Reputation: 314
I need a way to kill the running KubernetesPodOperator
task after timeout, my DAG
is scheduled to run every 15 minutes
.
I tried to add dagrun_timeout
and max_active_runs
to the DAG arguments,
I expected this to stop the DAG kill the running tasks and mark them as fail
but what actually happened is that the DAG is marked as failed and the tasks will continue running, and because the DAG is scheduled to run every 15 minutes, the DAG will get triggered and continue eventhough the task from the previous DAG RUN is still running
is there a way to solve this?
Upvotes: 1
Views: 7657
Reputation: 2094
We are still seeing this issue unfortunately. Another potential workaround could be to specify activeDeadlineSeconds for the pod itself:
https://github.com/kubernetes-client/python/blob/master/kubernetes/docs/V1PodSpec.md#properties
Upvotes: 0
Reputation: 21
The workaround I see is, when the operator is timeout then have fallback option to kill all the specific running pods.
Upvotes: 0
Reputation: 4051
As we discussed in the comment section, I am summarising out discussion as an answer in order to further help the community.
According to the documentation, the parameter dagrun_timeout specifies how long a DagRun should be up before timing out / failing, so that new DagRuns can be created. In addition, The timeout is only enforced for scheduled DagRuns, and only once the number of active DagRuns == max_active_runs.

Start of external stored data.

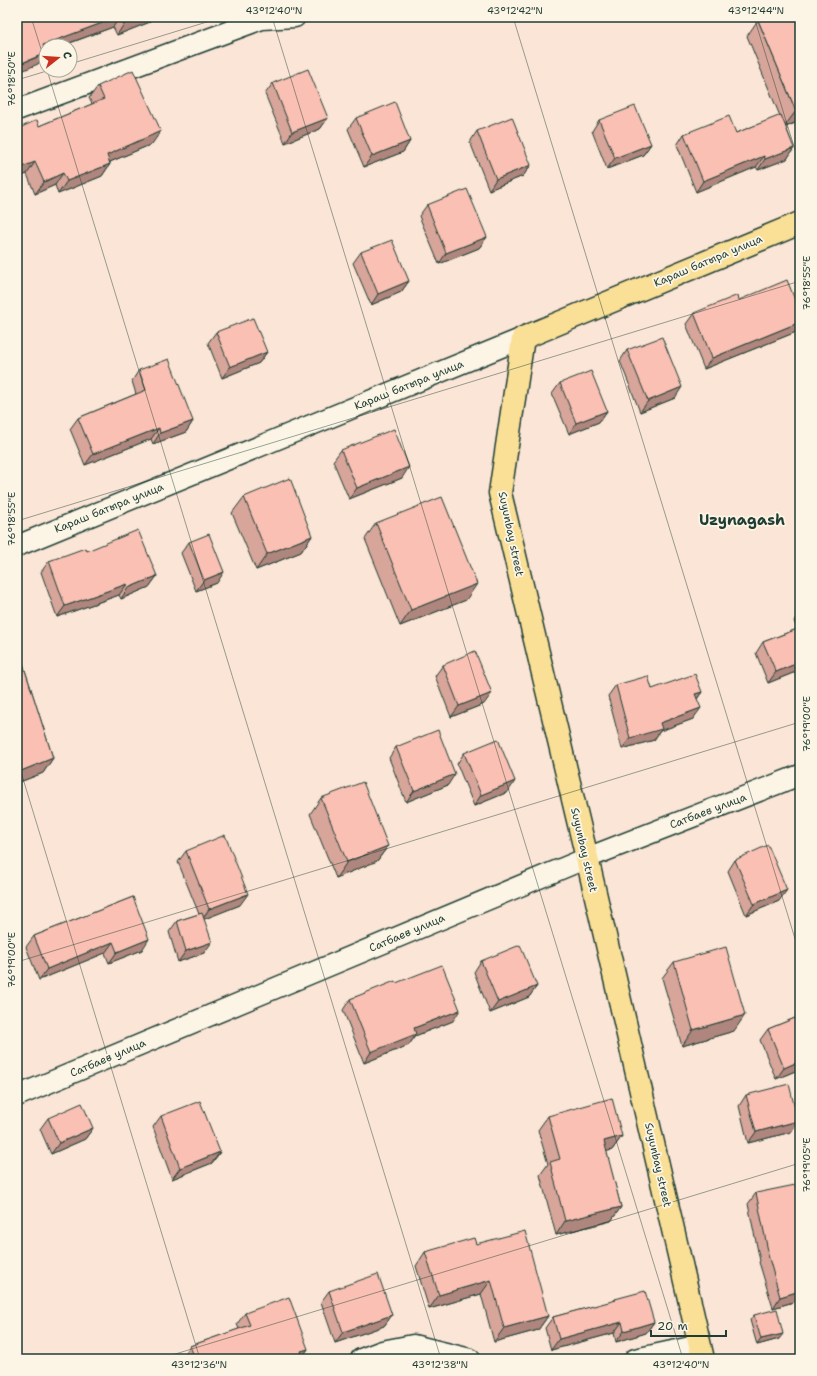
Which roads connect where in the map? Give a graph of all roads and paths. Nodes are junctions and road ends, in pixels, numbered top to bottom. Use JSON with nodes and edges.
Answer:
{"nodes":[{"id":1,"x":295,"y":17,"type":"edge"},
{"id":2,"x":17,"y":110,"type":"edge"},
{"id":3,"x":800,"y":223,"type":"edge"},
{"id":4,"x":523,"y":338,"type":"junction"},
{"id":5,"x":17,"y":546,"type":"edge"},
{"id":6,"x":800,"y":775,"type":"edge"},
{"id":7,"x":586,"y":858,"type":"junction"},
{"id":8,"x":17,"y":1096,"type":"edge"},
{"id":9,"x":701,"y":1352,"type":"edge"},
{"id":10,"x":361,"y":1359,"type":"edge"},
{"id":11,"x":470,"y":1359,"type":"edge"},
{"id":12,"x":635,"y":1359,"type":"edge"}],
"edges":[{"from":1,"to":2,"type":"street"},
{"from":3,"to":4,"type":"main road","name":"Караш батыра улица"},
{"from":4,"to":5,"type":"street","name":"Караш батыра улица"},
{"from":4,"to":7,"type":"main road","name":"Suyunbay street"},
{"from":6,"to":7,"type":"street","name":"Сатбаев улица"},
{"from":7,"to":8,"type":"street","name":"Сатбаев улица"},
{"from":7,"to":9,"type":"main road","name":"Suyunbay street"},
{"from":9,"to":12,"type":"street"},
{"from":10,"to":11,"type":"street"}]}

As per today,there is an ongoing issue with Airflow 1.10.2,the issue reported description is : Related to this, when we manually fail a task, the DAG task stops running, but the Pod in the DAG does not get killed and continues running. This description matches yours. Although, the current version in Google Cloud Platform are Airflow 1.10.6 and Composer composer-1.10.5-airflow-1.10.6. Thus, for this reason, I strongly encourage you to update your environment.
Upvotes: 1
Reputation: 126
I think the configuration you have used is at DAG level to timeout and mark DAG as failed. I would recommend to use TASK level timeout refer here
execution_timeout (datetime.timedelta) – max time allowed for the execution of this task instance, if it goes beyond it will raise and fail.
Let me know this is helpful !
Upvotes: 0